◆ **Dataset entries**
*** Begin section ***
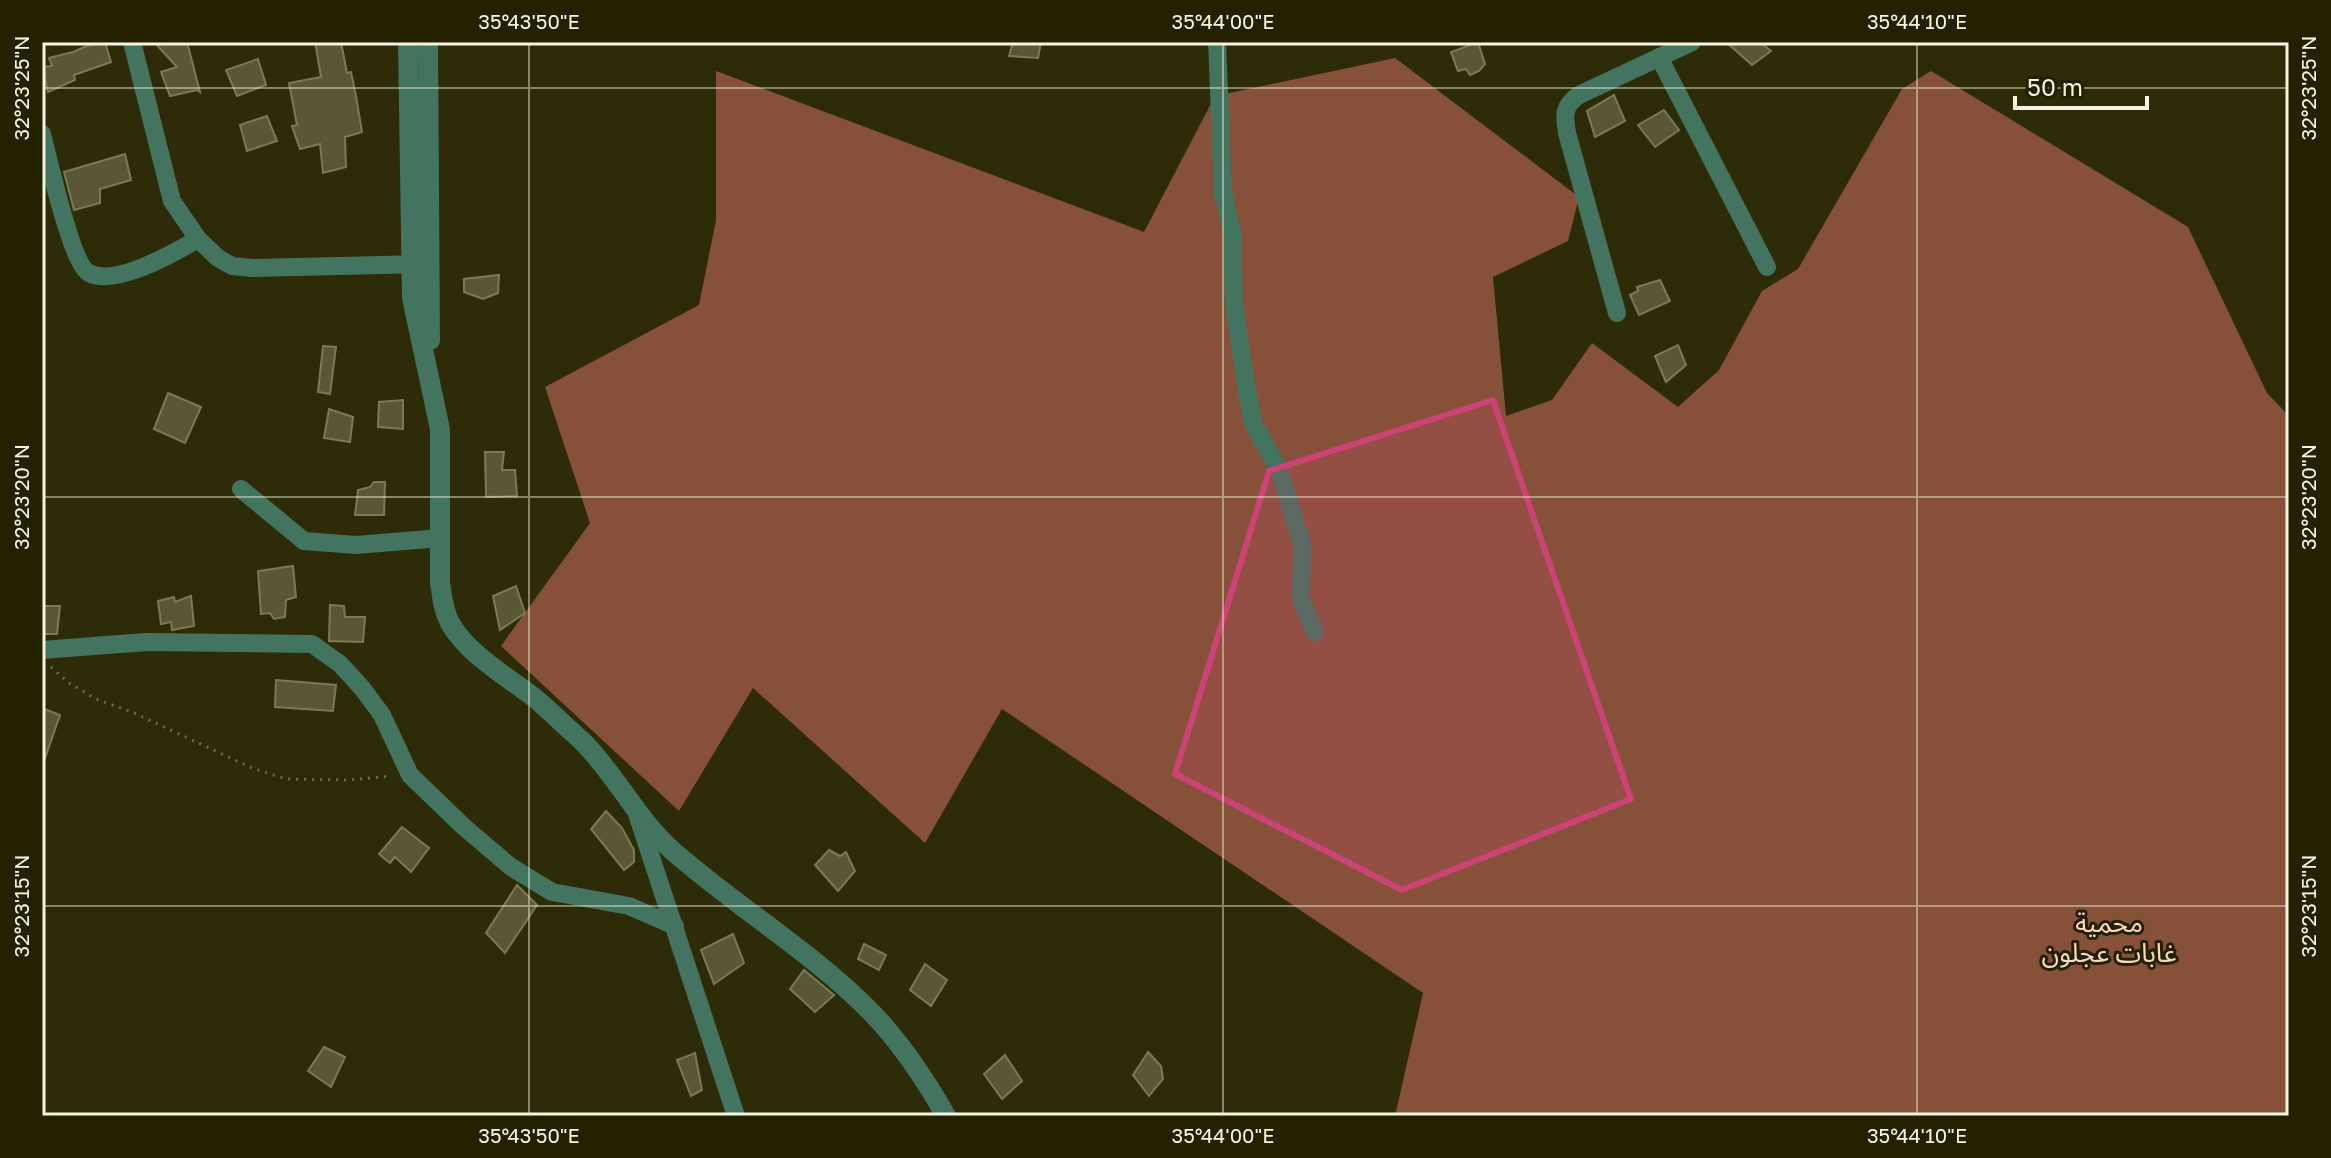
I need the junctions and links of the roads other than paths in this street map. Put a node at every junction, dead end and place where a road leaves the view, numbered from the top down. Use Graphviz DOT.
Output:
graph roads {
  1 [pos="132,42"];
  2 [pos="408,42"];
  3 [pos="428,42"];
  4 [pos="1217,42"];
  5 [pos="1692,42"];
  6 [pos="1659,57"];
  7 [pos="42,134"];
  8 [pos="198,239"];
  9 [pos="419,264"];
  10 [pos="1767,267"];
  11 [pos="1617,313"];
  12 [pos="241,489"];
  13 [pos="441,538"];
  14 [pos="1315,633"];
  15 [pos="42,650"];
  16 [pos="637,814"];
  17 [pos="675,926"];
  18 [pos="736,1116"];
  19 [pos="946,1116"];
  1 -- 8 [label="street"];
  2 -- 9 [label="street"];
  3 -- 9 [label="street"];
  4 -- 14 [label="street"];
  5 -- 6 [label="street"];
  6 -- 10 [label="street"];
  6 -- 11 [label="street"];
  7 -- 8 [label="street"];
  8 -- 9 [label="street"];
  9 -- 13 [label="street"];
  12 -- 13 [label="street"];
  13 -- 16 [label="street"];
  15 -- 17 [label="street"];
  16 -- 17 [label="street"];
  16 -- 19 [label="street"];
  17 -- 18 [label="street"];
}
*** End section ***
The answer is the complete set of records, copied exactly, with pictures omitted.

I need the junctions and links of the roads other than paths in this street map. Put a node at every junction, dead end and place where a road leaves the view, numbered from the top down. Use Graphviz DOT.
Output:
graph roads {
  1 [pos="132,42"];
  2 [pos="408,42"];
  3 [pos="428,42"];
  4 [pos="1217,42"];
  5 [pos="1692,42"];
  6 [pos="1659,57"];
  7 [pos="42,134"];
  8 [pos="198,239"];
  9 [pos="419,264"];
  10 [pos="1767,267"];
  11 [pos="1617,313"];
  12 [pos="241,489"];
  13 [pos="441,538"];
  14 [pos="1315,633"];
  15 [pos="42,650"];
  16 [pos="637,814"];
  17 [pos="675,926"];
  18 [pos="736,1116"];
  19 [pos="946,1116"];
  1 -- 8 [label="street"];
  2 -- 9 [label="street"];
  3 -- 9 [label="street"];
  4 -- 14 [label="street"];
  5 -- 6 [label="street"];
  6 -- 10 [label="street"];
  6 -- 11 [label="street"];
  7 -- 8 [label="street"];
  8 -- 9 [label="street"];
  9 -- 13 [label="street"];
  12 -- 13 [label="street"];
  13 -- 16 [label="street"];
  15 -- 17 [label="street"];
  16 -- 17 [label="street"];
  16 -- 19 [label="street"];
  17 -- 18 [label="street"];
}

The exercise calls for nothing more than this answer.